You don’t get super let down by that because part of being good friends is
allowing for that.
Right.
You know, people not to always be a hundred percent consistent. Mm-hmm.
Well, life happens, right? Yes. Right.
So you have to be able to be flexible enough for that.
Yeah.
Because I, you know,
I remember talking to the kids about how friendships change and I Ally would
always say to me like, oh, isn’t they’re not friends anymore.
I wonder what happened. I’d be like, I, what happens when your kids,
you go from these friends to those friends to them friends Right.
To work where you get isolated and most of the people you not work with,
you think of as friends. And our office has said sometimes we’re a family.
I’m like, oh no, we’re not. Because when you,
when when they have a riff at work, a reduction in force,
you don’t fire your kids and be like, kids, pack your bags. You know? Right.
It’s been great. We’re downsizing. You know, you know, so,
but I think it’s important to be, to give people a few of those markers and say,
okay, how many friends do you have? How do you make those friends?

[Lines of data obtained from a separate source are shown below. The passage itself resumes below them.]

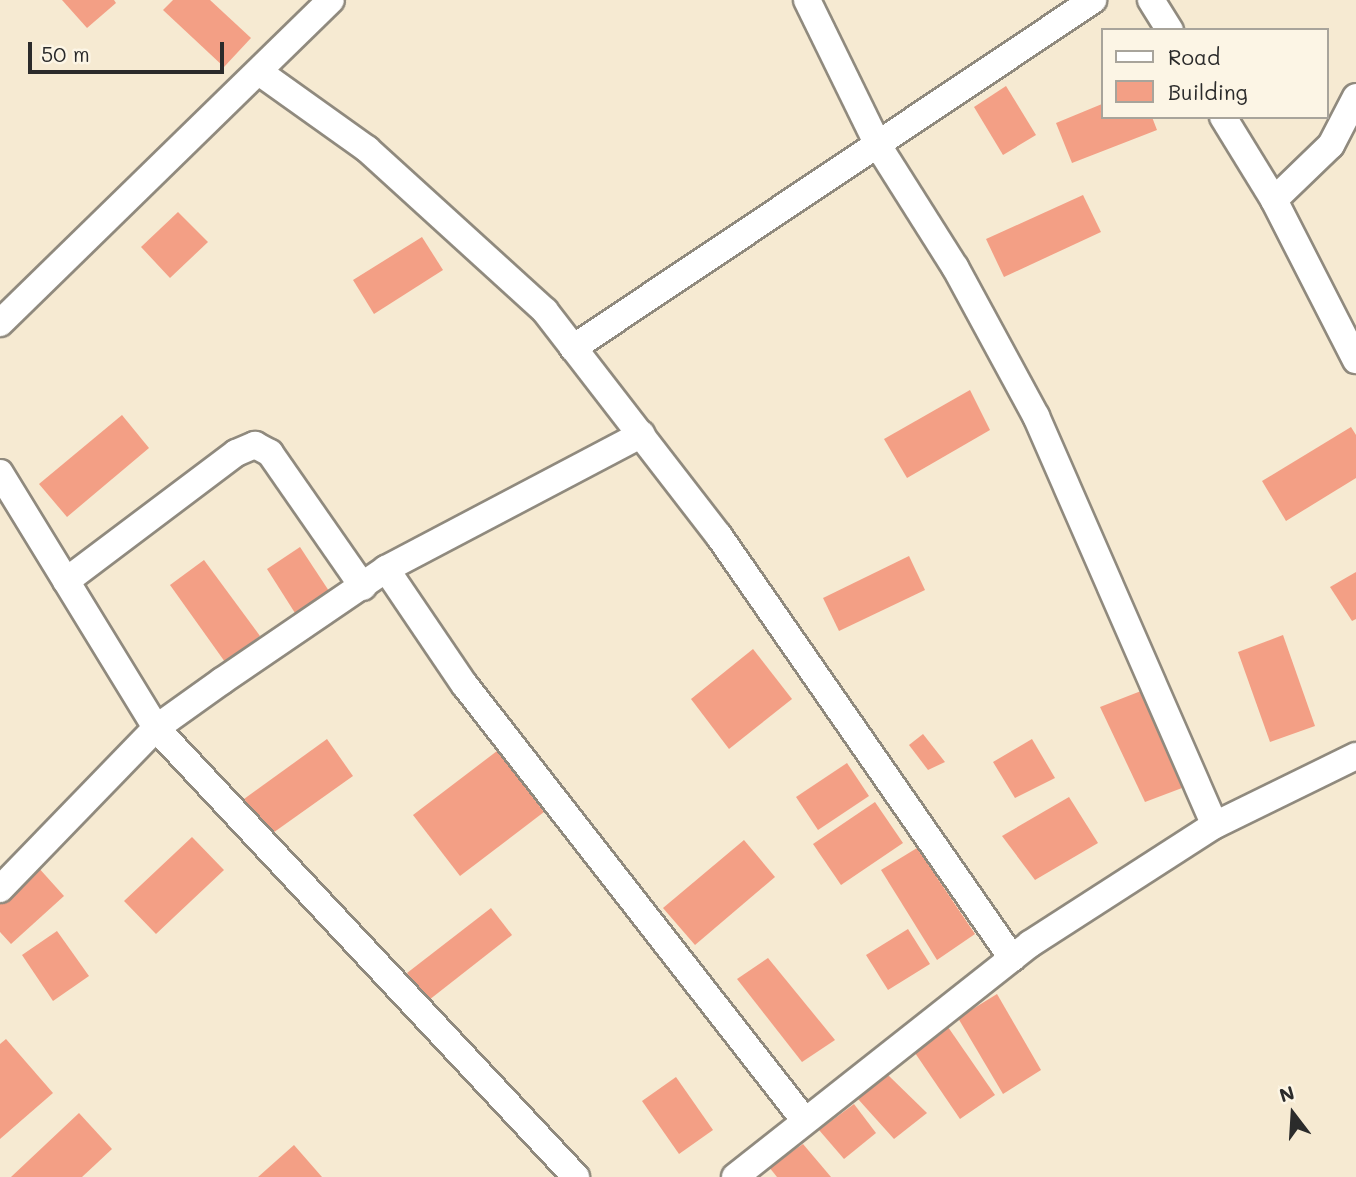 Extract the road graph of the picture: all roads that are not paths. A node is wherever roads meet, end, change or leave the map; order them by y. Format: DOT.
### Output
graph roads {
  1 [pos="331,0"];
  2 [pos="807,0"];
  3 [pos="1093,0"];
  4 [pos="1152,0"];
  5 [pos="1169,28"];
  6 [pos="259,72"];
  7 [pos="1356,97"];
  8 [pos="1224,119"];
  9 [pos="879,147"];
  10 [pos="1274,200"];
  11 [pos="0,323"];
  12 [pos="573,348"];
  13 [pos="1356,360"];
  14 [pos="642,435"];
  15 [pos="0,474"];
  16 [pos="386,569"];
  17 [pos="66,581"];
  18 [pos="363,587"];
  19 [pos="156,728"];
  20 [pos="1356,757"];
  21 [pos="1215,825"];
  22 [pos="0,889"];
  23 [pos="1012,958"];
  24 [pos="806,1121"];
  25 [pos="576,1177"];
  26 [pos="735,1177"];
  1 -- 6 [label="street"];
  2 -- 9 [label="street"];
  3 -- 9 [label="street"];
  4 -- 5 [label="street"];
  6 -- 11 [label="street"];
  6 -- 12 [label="street"];
  7 -- 10 [label="street"];
  8 -- 10 [label="street"];
  9 -- 12 [label="street"];
  9 -- 21 [label="street"];
  10 -- 13 [label="street"];
  12 -- 14 [label="street"];
  14 -- 16 [label="street"];
  14 -- 23 [label="street"];
  15 -- 17 [label="street"];
  16 -- 18 [label="street"];
  16 -- 24 [label="street"];
  17 -- 18 [label="street"];
  17 -- 19 [label="street"];
  18 -- 19 [label="street"];
  19 -- 22 [label="street"];
  19 -- 25 [label="street"];
  20 -- 21 [label="street"];
  21 -- 23 [label="street"];
  23 -- 24 [label="street"];
  24 -- 26 [label="street"];
}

What are the things to look for? But I think o overall and you know,
close to rapid this topic up is you gotta try something.
Right.
And so what are the, and
Make it easy. Don’t,
don’t schedule something in the middle of the day where everybody has to rush
through Right. To, you know, deal fight traffic. To get to a,
make an effort to make it easy
is what would be my recommendation. Yeah.
I I think that if inconvenience yourself for someone else,
shows someone that you are, you are making that effort.
And I think that can lead to a good friendship
And always be able to listen. Yeah. ’cause a lot of times I think that’s the,
everyone’s got a story to tell.
I think that might be one of the keys on why this group has tightened up.
Because when you’re sitting there and there’s three or four people,
there’s multiple voices,
but you have to be quiet and listen instead of breaking
off. You and I Lauren breaking off into a conversation,
leaving the coffee shop table to go have another conversation. No,
our group stays together right around the table,
and so the conversations come back to center.
There might be a side conversation, but then it comes back to center
And listening shows respect. Absolutely. So,
and respect builds relationships and relationships, friendships. So yeah. They,
they’ll all be parts of it.
Yeah. I think the underlying message,
if we can convey to you is just find
someone to go grab a cup of coffee, start asking people.
We have invited a lot of people, some have not shown,
some people have made it more of an effort to come.
Some have come a few times and then decided that this wasn’t the right gig.
And Ian mentioned early on, people are gonna figure out their own way. Yeah.
So don’t overthink it in the beginning.
Yeah. And just take that first step, get started and,
and it’ll take you in places you never dreamed. Yeah. So that’s, um,
rapid for our episode on, you know, how many friends have you got?